The US Must Force Iran and Syria to Blink First
JNS.org – Donald Trump’s decisiveness might be bearing fruit against North Korea following threats by its dictator Kim Jong Un to launch a missile strike against the continental US. Although the North Koreans apparently blinked first, removing the threat that Kim poses to the safety and peace of the Far East is still far away.
It’s a shame that Washington did not adopt this same decisive stand to either Syria or Iran, which are far weaker rivals than North Korea.
Unfortunately, the Americans were unsuccessful in convincing Syrian President Bashar Assad and the rulers of Iran to take them seriously. Instead, Damascus and Tehran are listening to Trump’s promise that the United States will leave Syria. They find it difficult to believe that there is any real substance behind American officials’ seemingly empty declarations that Assad’s blood-soaked regime has lost its legitimacy or that Washington is determined to stop Iran from becoming a regional power and threatening US allies in the Middle East.
As opposed to the North Korean crisis, where the American administration has clear-cut goals, not to mention a policy and a plan of action, Trump’s apparent goal in the Syrian crisis is to withdraw from the country as quickly as possible. The Americans first came to Syria to fight Islamic State, but since the success of their operations against it, they apparently do not see any reason to stay in Syria or continue their involvement.
The Russians and Iranians are filling the void left by the Americans, both economically and militarily. In the meantime, they are successfully transforming Assad’s slaughterhouse into a sanctuary safe from any attack.
Now the Russians are threatening to sell Assad the S-300 surface-to-air missile defense system, among the most advanced in the world. Assad does not need such weapons to keep on massacring his people. Such systems will not stop a potential American missile barrage. The only one threatened by these missiles is Israel. In the past, Israel declared that it would not let Syria arm itself with such weapons, but that was before the Russians arrived.

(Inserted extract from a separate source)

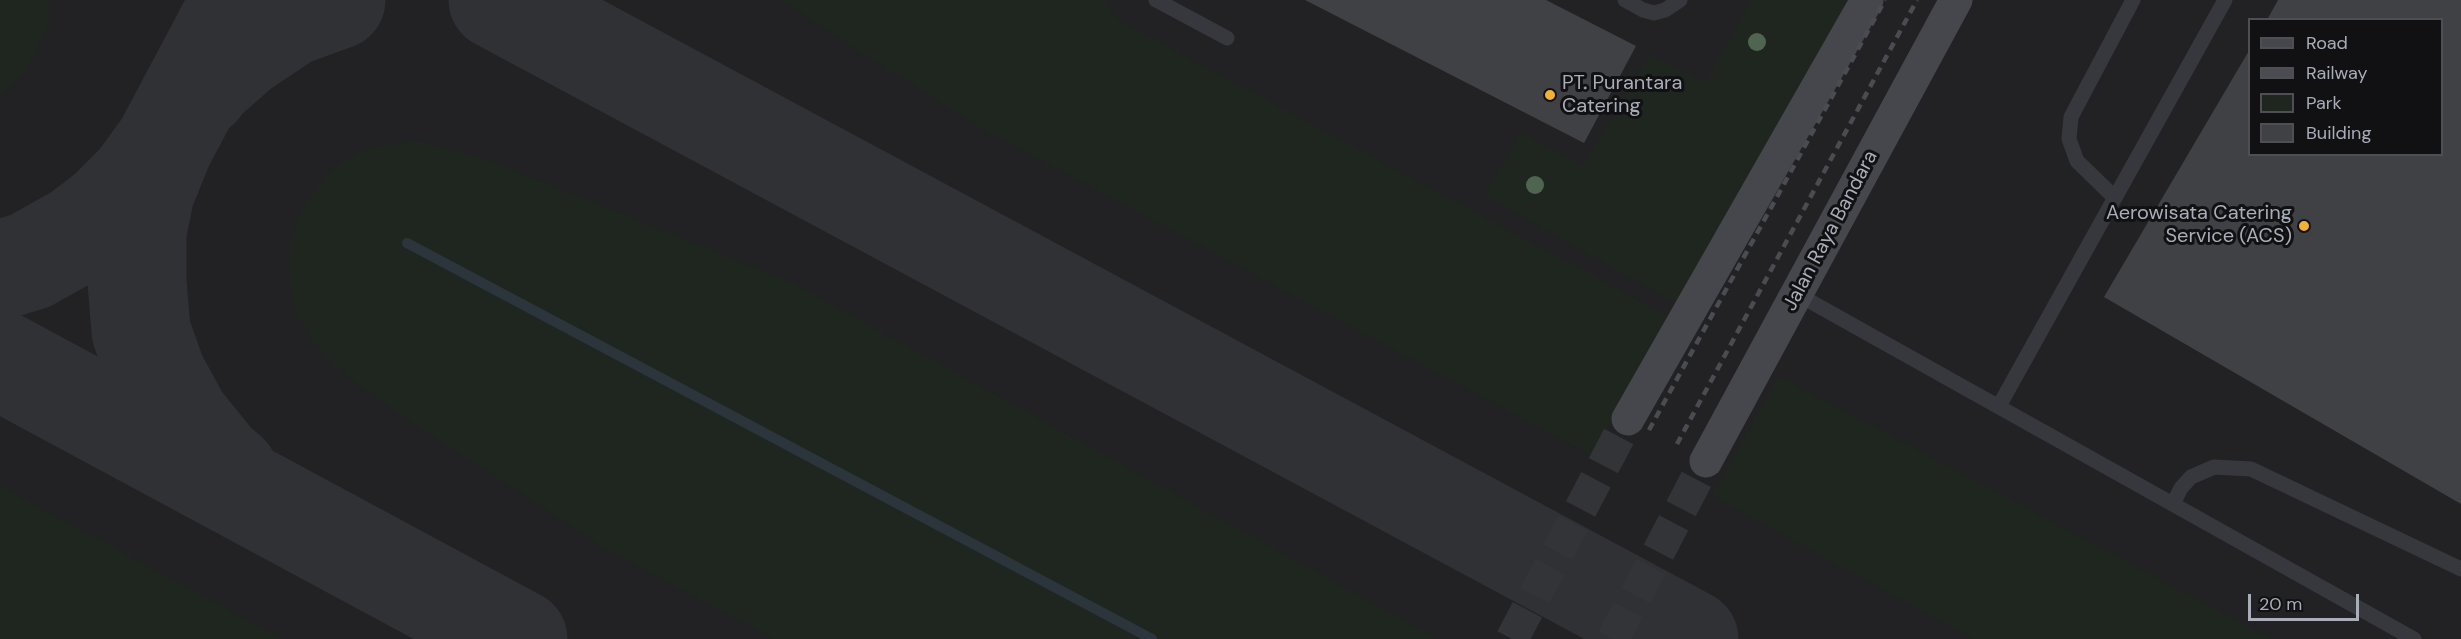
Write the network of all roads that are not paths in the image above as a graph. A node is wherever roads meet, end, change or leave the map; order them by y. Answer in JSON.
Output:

In my view, the Russians are not an enemy of Israel or the United States. Despite the rivalry between Washington and Moscow, understandings can be reached that will respect the interests of and the balance of power between the two superpowers. Washington needs a clear-cut policy and a plan of action for such understandings to be reached. It must decide what to do with the Kurds that it aided in the fight against Islamic State, the rebel groups in areas like southern Syria that vested their hopes in America and are now being annihilated by Assad thanks to Russian and Iranian support, and finally, how to curb the continuing Iranian presence on Syrian soil.
This May, Trump is expected to reopen the Joint Comprehensive Plan of Action, the nuclear deal that the Barack Obama administration negotiated with Tehran. It is important not to repeat Obama’s mistake of limiting discussions with Iran to the nuclear question. Instead, Trump must discuss subversive Iranian activity throughout the Middle East, from Syria to Lebanon, Gaza, Iraq, and Yemen. In general, Trump must remember that tolerating Iran in these places makes it more difficult to contain the Iranian threat.
Iran, for its part, chose to open a new hostile front with Israel. Last weekend, Tehran threatened once again to throw Israel into the sea. However, these threats remain empty, not only because of the fatal blow Iran will be forced to take if it attempts to attack Israel. Tehran is boasting about its anti-Israel bona fides to raise low morale and turn the attention away from severe economic problems at home; as well as, primarily, to deter the United States and Israel from any attempts to counter the Iranian presence in Syria.
The Iranian challenge demands a root canal, not a topical solution like Obama’s JCPOA. The case of North Korea shows that such an approach can work. On the other hand, blinking first makes the Americans appear weak.
Eyal Zisser is a lecturer in the Middle East History Department at Tel Aviv University.